The old mountain road from Kenmare to Bantry wanders alongside the Sheen river, and by its tributary Coomeelan stream; then it rises, dips, and winds crazily over the wild western shoulders of Knockboy and Coomhola, before falling to the Cooleenlemane valley and joining the coast road at Dromkeal. At the highest point of this difficult pass (admittedly made less hazardous nowadays by a metalled and gravelled surface), the traveller passes from County Kerry to County Cork at Cummeenshrule, by the Priest’s Leap.
The priest and his leap have passed into legend; but which legend? The name occurs, unremarked, on a map of 1600, but plentiful explanations have been forthcoming in succeeding centuries. Most commonly, it is told that a priest—variously, Father James Archer, or the Jesuit lay brother Dominic Collins—was fleeing from the English soldiery (whose pursuing hounds left paw-prints in a rock at Killabunane) after the defeat of Donal Cam O’Sullivan at Dunboy. The priest, on horseback, reached the summit of this pass, with its steep rock and distant view of Bantry Bay, and leapt; the prints of his horse’s hooves survive, on the rock where he landed, nine miles away on the outskirts of Bantry. In an earlier version, a priest was summoned to attend a dying person in Bantry; praying lest he arrive too late, he leapt from a rock in Cummeenshrule and arrived at his destination.
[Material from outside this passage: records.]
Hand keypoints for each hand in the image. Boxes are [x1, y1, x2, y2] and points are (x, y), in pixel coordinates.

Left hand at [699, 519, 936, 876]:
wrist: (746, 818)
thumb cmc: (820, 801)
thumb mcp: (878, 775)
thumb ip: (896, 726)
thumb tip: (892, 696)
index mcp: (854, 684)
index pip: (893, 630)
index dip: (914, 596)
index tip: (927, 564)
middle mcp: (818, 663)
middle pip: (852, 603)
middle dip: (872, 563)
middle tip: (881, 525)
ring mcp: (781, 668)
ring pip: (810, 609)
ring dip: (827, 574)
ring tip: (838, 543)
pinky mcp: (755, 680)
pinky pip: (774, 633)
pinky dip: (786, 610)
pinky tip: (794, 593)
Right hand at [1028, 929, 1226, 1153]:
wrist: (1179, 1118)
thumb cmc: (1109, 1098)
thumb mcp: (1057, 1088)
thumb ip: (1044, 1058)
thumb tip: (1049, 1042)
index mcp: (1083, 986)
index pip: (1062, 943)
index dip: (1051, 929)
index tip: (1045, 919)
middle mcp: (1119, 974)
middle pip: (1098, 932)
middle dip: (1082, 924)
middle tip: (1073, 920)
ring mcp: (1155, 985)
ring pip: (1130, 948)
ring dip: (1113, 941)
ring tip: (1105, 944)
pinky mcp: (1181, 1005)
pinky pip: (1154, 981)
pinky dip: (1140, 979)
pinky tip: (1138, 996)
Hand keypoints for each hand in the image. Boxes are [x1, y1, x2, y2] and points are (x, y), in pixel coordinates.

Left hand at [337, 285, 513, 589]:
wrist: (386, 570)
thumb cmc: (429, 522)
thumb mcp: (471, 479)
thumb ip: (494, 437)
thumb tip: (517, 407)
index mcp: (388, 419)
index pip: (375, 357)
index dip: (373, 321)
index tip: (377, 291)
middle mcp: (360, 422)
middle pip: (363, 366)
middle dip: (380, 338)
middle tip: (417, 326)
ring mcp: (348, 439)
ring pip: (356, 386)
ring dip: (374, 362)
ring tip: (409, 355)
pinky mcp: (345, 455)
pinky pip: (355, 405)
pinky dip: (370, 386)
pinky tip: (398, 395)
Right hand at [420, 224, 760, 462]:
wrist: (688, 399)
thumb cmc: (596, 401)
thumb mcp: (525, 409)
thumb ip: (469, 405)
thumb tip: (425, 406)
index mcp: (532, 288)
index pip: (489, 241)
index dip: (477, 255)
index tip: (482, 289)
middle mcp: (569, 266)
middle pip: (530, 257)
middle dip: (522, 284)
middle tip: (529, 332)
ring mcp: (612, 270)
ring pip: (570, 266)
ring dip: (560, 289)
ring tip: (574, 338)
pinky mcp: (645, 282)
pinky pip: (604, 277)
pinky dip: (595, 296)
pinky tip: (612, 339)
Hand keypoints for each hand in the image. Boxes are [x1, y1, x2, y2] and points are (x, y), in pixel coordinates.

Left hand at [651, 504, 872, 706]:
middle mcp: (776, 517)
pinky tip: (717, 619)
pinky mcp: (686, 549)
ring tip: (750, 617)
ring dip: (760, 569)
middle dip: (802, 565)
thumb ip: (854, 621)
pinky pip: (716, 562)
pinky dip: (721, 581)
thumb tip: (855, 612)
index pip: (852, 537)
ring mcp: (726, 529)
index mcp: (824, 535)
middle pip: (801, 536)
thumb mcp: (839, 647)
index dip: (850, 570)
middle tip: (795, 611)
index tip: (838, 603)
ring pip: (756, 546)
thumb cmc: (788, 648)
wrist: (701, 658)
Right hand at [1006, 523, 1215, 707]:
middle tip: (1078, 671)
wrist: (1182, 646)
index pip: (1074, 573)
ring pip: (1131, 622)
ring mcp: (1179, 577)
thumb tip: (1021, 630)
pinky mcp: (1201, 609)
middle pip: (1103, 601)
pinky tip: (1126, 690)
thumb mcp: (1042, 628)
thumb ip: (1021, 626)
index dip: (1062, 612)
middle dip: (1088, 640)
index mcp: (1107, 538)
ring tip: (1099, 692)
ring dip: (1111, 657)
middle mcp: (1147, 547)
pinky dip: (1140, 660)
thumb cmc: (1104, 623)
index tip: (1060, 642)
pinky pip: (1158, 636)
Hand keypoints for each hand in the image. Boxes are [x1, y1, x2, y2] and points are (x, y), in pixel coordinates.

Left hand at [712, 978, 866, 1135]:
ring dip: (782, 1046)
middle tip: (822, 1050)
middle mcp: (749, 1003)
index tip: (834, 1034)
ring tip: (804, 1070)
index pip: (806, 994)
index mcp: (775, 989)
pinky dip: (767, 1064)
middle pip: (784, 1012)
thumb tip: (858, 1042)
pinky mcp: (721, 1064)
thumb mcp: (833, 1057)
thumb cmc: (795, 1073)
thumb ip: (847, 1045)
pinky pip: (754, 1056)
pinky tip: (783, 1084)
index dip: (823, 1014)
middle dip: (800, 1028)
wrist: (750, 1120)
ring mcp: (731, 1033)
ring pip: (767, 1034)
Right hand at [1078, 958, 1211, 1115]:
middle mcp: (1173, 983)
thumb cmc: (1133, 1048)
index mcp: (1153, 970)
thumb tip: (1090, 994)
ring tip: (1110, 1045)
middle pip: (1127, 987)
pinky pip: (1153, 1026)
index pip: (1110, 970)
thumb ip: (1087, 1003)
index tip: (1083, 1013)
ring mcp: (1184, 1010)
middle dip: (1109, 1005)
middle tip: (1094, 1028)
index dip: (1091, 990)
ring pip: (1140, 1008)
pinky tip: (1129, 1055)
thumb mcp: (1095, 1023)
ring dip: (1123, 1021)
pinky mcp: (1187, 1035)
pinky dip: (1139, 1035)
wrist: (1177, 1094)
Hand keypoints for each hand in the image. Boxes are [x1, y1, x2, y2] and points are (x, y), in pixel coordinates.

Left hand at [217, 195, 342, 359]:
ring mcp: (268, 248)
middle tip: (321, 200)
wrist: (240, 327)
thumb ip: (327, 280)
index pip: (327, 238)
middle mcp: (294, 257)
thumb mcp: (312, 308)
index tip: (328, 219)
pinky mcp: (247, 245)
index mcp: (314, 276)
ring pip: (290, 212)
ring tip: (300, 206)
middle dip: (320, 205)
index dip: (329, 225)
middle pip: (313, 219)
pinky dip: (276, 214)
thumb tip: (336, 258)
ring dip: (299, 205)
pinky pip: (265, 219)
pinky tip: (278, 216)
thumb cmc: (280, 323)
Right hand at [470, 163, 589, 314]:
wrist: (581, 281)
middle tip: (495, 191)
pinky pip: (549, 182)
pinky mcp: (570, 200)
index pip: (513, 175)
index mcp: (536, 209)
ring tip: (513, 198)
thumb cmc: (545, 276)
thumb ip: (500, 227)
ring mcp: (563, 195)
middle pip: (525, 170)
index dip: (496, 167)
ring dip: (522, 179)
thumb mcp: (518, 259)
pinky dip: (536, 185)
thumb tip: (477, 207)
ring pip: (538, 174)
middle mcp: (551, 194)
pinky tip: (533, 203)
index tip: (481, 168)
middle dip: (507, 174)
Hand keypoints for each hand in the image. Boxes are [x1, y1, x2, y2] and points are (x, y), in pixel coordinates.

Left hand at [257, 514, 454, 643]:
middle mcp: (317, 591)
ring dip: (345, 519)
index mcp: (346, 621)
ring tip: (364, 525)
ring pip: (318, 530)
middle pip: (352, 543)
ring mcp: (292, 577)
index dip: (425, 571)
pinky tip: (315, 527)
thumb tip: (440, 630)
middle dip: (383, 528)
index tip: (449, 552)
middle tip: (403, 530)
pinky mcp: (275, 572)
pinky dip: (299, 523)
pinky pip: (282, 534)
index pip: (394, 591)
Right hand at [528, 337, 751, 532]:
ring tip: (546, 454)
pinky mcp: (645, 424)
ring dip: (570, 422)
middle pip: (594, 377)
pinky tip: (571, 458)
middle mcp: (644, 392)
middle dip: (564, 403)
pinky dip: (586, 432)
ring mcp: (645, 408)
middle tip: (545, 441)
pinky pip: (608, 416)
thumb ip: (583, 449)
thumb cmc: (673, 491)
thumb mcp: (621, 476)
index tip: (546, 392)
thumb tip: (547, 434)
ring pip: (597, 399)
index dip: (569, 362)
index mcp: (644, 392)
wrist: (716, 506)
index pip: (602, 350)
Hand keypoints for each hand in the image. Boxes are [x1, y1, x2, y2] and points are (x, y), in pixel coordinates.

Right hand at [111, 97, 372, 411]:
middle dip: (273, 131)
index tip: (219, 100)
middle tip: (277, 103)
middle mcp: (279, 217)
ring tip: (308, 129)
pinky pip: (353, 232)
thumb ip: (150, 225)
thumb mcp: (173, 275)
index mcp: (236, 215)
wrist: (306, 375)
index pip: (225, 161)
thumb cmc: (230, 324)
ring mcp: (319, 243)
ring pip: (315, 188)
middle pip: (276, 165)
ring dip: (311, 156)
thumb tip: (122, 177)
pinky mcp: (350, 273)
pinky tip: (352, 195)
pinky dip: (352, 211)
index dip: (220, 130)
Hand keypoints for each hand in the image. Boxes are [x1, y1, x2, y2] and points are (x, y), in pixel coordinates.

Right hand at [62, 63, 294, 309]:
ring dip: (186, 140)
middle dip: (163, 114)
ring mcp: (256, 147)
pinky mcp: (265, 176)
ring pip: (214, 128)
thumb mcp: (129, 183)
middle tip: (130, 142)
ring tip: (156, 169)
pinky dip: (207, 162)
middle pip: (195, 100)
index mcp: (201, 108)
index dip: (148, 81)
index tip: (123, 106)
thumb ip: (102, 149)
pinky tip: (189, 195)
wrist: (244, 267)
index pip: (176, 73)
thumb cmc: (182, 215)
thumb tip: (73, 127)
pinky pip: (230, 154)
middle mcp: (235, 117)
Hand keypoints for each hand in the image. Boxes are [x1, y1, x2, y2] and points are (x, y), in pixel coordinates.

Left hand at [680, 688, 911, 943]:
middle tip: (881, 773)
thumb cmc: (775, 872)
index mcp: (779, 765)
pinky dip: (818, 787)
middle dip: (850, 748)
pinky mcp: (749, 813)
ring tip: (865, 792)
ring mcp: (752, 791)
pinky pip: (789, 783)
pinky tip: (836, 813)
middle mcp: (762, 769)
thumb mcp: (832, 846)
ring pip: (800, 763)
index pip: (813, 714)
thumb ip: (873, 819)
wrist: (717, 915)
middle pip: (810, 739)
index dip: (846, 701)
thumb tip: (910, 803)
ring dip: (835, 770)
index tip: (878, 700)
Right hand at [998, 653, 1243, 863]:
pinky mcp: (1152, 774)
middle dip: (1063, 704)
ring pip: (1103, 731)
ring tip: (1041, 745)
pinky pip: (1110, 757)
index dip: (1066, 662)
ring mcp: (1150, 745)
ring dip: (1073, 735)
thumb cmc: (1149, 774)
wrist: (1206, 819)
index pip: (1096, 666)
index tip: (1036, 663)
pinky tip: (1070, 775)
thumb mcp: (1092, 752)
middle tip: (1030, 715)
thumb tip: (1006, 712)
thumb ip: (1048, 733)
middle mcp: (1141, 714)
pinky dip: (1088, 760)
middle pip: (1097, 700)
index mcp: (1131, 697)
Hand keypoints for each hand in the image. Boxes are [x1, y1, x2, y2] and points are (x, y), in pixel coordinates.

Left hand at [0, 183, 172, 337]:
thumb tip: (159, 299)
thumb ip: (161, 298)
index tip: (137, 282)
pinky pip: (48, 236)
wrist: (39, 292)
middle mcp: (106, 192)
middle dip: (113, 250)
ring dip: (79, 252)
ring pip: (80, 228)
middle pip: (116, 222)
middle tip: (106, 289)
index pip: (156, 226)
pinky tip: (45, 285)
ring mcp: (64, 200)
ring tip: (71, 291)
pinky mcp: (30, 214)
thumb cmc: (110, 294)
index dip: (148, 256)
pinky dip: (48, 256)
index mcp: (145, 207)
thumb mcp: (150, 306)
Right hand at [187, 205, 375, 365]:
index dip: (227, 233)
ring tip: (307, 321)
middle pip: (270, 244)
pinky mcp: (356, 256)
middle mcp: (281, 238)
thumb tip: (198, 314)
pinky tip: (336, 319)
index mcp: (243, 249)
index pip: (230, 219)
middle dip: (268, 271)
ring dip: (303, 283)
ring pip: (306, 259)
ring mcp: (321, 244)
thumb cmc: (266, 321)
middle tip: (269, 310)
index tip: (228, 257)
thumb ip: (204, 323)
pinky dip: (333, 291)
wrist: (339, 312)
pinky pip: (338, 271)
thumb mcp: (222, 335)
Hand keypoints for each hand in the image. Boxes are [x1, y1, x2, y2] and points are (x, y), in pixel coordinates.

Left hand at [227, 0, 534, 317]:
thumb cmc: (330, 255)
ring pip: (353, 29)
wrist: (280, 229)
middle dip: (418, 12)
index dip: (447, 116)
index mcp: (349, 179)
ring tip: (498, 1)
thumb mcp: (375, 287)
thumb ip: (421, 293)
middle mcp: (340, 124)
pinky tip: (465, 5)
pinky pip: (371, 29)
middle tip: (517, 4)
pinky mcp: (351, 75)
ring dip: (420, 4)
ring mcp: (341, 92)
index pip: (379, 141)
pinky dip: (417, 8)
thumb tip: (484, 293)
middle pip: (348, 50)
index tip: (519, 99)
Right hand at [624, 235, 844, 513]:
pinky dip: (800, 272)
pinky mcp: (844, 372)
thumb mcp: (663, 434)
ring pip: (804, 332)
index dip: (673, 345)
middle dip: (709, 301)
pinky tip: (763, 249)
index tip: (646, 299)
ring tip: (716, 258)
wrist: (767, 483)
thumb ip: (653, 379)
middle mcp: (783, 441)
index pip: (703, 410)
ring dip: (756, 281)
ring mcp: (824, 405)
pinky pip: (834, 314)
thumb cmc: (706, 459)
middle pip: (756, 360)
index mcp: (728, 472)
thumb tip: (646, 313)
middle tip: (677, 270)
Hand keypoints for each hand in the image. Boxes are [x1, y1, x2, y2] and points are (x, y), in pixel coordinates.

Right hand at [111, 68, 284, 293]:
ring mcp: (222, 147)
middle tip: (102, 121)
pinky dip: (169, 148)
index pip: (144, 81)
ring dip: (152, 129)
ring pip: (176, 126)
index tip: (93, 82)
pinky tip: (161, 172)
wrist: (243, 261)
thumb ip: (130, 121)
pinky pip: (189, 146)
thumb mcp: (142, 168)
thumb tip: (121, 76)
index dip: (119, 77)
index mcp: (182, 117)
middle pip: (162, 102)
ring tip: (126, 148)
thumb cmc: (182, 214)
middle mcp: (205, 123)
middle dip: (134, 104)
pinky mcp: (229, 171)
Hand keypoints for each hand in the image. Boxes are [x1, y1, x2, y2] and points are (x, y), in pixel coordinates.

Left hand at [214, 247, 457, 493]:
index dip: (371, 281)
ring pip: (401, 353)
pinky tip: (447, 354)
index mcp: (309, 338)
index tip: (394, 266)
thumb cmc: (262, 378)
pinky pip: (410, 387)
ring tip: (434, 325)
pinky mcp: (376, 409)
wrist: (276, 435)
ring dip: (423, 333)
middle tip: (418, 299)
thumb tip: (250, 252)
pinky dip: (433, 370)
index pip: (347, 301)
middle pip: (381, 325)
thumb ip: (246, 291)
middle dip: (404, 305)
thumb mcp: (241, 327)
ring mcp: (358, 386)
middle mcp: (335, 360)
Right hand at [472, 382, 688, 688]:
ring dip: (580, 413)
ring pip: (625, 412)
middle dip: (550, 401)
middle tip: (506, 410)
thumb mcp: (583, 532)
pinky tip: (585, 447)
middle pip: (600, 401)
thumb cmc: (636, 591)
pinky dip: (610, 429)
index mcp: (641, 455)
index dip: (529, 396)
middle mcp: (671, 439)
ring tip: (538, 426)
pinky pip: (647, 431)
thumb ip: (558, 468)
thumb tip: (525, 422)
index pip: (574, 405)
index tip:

Yet another tale tells of a priest who, in penal times, was celebrating at a mass rock hereabouts when he was disturbed by law officers, and eluded capture by making this miraculous leap. More recently, a known cleric—not a ‘priest’, but the protestant rector of Kilcrohane—died mysteriously here in 1809.
None of this really explains the name. Why a refugee from the massacre at Dunboy should be travelling from Kenmare to Bantry is left unexplained, and, in any case, Priest’s Leap was so called (in English) at an earlier date than the siege of Dunboy. Great leaps are common in Irish folklore, and léim occurs in a number of Irish placenames—though, suggestively, not here. Perhaps a priest did, once, leap from this crag, for reasons as lost as his name; or perhaps legends of more ancient heroes were transferred in the telling, as legends sometimes are, to later dates and contexts; or perhaps the origin of the name was obscure, and stories were later invented to explain it. After all, this road, and this landscape, ravish the eye and the imagination as much as any other on Beara; and every myth seems possible here.